When old King Priam saw the enemy in his hall he put on his armour. He had not worn it for many years, so old he was, but now he felt that he must fight for his home. And he took a spear in his hand, and would have gone against the Greeks. But his wife, Queen Hecuba, called to him from the place where she sat. She and her daughter and the wives of her sons had fled to the great altar of the gods of the household, and were clinging to it. They were like to a flock of doves which have been driven by a storm into a wood. The altar stood in an open court which was in the middle of the palace, and a great bay tree stood by, and covered it with its branches. When she saw how her husband had put on his armour, as if he were a young man, she cried to him, saying: "What has bewitched you that you have put on your armour? It is not the sword that can help us to-day; no, not if my own dear Hector, who was the bravest of the brave, were here. It is in the gods and their altars that we must trust. Come and sit with us; here you will be safe, or, at least, we shall all die together."

So she made the old man sit down in the midst of them. But lo! there came flying through the hall of the palace one of the sons of the king, Polites by name. Pyrrhus had wounded him, but the lad had fled, and Pyrrhus was close behind with his spear. And just as he came within sight of his father and his mother he fell dead upon the ground. When King Priam saw this he could not contain himself, but cried aloud, saying: "Now may the gods punish you for this wickedness, you who have killed a son before the eyes of his father and his mother. You say that you are a son of the great Achilles, but when you say it you lie. It was not thus that Achilles treated me. For when he had slain my son Hector, and I went to him to beg the body for burial, he gave it to me for due ransom, and sent me back to my own city without harm."

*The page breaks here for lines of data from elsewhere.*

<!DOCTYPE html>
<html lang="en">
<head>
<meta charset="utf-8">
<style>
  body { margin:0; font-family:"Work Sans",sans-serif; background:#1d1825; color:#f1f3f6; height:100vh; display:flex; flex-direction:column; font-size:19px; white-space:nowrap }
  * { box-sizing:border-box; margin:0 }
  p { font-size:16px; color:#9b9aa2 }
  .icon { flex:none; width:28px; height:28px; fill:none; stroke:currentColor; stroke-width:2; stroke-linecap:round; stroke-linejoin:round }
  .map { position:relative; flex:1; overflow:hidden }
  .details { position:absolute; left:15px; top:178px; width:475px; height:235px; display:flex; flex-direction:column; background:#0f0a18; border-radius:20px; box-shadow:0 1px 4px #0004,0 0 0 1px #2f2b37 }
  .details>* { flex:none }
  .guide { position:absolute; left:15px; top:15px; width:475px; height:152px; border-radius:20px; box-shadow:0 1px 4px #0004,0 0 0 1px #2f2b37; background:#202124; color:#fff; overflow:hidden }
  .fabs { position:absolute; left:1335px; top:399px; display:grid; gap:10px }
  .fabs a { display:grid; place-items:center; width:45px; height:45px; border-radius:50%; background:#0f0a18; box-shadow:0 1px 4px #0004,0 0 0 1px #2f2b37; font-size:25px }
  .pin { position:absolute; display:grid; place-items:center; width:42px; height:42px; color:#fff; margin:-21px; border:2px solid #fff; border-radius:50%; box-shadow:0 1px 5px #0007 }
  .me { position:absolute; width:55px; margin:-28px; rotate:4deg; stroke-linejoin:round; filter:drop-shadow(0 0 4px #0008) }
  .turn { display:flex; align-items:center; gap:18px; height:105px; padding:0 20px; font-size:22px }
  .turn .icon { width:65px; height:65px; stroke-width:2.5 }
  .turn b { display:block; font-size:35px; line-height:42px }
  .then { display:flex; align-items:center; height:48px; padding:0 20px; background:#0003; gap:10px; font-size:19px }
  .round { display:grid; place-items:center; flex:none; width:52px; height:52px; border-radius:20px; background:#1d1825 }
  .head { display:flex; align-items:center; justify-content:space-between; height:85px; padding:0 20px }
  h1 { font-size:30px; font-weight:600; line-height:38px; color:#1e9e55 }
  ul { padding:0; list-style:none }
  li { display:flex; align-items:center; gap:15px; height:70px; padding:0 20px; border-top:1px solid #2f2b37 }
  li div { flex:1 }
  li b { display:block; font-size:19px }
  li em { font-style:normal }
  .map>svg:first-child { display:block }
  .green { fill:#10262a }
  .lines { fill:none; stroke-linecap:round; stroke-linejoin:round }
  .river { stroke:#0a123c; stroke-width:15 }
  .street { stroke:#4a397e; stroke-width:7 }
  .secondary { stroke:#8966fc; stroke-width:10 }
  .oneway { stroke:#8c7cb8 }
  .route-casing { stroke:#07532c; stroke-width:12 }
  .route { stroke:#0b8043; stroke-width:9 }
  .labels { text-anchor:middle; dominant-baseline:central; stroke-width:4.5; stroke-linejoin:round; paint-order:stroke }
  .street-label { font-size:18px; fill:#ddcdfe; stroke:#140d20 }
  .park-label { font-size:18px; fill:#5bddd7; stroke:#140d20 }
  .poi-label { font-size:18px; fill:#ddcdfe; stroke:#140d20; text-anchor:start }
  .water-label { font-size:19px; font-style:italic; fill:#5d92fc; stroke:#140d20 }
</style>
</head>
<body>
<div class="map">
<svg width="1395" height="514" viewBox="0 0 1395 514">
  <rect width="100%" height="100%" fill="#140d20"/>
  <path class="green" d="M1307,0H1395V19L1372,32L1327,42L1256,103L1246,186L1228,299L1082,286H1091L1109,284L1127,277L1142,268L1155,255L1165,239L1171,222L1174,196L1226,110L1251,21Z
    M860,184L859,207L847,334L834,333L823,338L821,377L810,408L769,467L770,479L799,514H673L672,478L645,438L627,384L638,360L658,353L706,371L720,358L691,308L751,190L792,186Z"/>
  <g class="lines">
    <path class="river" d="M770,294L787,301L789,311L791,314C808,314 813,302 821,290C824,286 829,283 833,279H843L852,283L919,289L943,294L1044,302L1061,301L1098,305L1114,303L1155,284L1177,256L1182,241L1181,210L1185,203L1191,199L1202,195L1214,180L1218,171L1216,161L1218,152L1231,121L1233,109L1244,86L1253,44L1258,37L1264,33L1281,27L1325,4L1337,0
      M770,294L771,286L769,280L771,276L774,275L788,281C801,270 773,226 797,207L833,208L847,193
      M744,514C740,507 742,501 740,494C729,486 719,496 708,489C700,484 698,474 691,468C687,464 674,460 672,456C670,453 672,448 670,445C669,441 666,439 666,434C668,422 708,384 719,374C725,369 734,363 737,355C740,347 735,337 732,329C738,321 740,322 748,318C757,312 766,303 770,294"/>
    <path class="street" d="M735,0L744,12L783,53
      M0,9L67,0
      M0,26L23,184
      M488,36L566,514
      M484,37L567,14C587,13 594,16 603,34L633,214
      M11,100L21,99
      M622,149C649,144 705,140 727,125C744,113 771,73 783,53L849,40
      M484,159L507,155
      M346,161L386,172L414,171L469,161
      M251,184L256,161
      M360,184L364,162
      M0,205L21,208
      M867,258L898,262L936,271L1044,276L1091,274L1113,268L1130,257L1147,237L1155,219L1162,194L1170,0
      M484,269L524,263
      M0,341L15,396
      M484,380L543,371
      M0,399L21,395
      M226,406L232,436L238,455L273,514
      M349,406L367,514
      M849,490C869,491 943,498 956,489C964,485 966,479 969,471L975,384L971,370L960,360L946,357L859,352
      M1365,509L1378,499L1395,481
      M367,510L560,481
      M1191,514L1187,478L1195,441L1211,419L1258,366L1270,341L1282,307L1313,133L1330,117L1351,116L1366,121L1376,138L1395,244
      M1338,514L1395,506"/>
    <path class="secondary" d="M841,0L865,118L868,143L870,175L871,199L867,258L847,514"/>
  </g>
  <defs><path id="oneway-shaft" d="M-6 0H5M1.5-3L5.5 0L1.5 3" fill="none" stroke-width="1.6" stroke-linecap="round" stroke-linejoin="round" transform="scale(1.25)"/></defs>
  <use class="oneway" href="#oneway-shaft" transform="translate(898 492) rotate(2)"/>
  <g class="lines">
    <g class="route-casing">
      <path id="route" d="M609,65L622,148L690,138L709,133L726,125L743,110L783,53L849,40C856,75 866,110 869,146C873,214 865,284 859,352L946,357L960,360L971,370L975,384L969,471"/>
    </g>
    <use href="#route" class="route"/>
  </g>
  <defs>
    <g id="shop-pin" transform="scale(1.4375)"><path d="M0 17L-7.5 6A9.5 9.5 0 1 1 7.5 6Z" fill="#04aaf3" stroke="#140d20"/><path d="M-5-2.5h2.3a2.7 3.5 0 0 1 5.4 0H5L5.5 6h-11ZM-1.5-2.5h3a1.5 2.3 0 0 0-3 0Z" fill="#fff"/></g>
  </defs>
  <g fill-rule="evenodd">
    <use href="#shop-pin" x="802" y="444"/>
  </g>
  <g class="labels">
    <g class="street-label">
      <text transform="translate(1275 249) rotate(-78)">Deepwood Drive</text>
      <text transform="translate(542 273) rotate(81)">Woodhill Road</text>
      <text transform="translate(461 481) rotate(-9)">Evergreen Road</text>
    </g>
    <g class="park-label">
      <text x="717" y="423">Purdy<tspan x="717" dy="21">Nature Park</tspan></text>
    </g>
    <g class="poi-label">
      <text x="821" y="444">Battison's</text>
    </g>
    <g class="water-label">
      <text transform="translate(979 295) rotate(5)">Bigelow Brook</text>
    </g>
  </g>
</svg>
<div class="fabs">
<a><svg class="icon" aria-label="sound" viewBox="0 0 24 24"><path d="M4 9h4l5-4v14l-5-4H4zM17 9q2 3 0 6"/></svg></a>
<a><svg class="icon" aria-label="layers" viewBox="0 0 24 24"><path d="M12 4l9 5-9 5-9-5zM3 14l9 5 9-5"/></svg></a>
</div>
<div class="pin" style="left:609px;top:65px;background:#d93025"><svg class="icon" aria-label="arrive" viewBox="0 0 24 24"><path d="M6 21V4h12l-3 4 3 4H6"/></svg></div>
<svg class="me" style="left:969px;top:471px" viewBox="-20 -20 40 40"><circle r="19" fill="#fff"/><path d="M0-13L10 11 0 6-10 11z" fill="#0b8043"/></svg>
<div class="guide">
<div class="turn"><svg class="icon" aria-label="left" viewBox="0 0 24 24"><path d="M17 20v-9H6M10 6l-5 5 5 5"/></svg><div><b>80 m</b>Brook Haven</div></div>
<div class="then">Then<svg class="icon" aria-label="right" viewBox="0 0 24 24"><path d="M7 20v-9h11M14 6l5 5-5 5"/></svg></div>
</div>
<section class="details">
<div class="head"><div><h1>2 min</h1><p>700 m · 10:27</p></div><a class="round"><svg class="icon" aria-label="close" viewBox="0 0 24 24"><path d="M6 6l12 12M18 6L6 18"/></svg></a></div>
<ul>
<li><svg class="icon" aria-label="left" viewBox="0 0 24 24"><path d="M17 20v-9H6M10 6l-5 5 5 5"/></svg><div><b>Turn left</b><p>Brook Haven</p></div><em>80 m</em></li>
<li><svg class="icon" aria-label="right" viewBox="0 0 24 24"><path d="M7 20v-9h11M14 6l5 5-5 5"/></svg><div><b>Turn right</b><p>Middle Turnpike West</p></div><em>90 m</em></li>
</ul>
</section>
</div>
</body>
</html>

So did King Priam speak; then he took up a spear and cast it at Pyrrhus, but there was no strength in his blow. It did but shake the shield, not piercing it at all, and falling idly on the ground. Then said the son of Achilles: "Go, tell my father of his unworthy son, and of the wicked deeds which he doeth. And that you may tell him, die!" And as he spoke he caught the old man's white hair with his left hand and dragged him, slipping as he went in the blood of his son, to the altar, and with his right hand he lifted up his sword and drove it, up to the very hilt, into the old man's body. So died King Priam. Once he had ruled over many cities and peoples in the land of Asia, and now, after he had seen his city taken and his palace spoiled, he was slain and his carcass was cast out upon the earth, headless and without a name.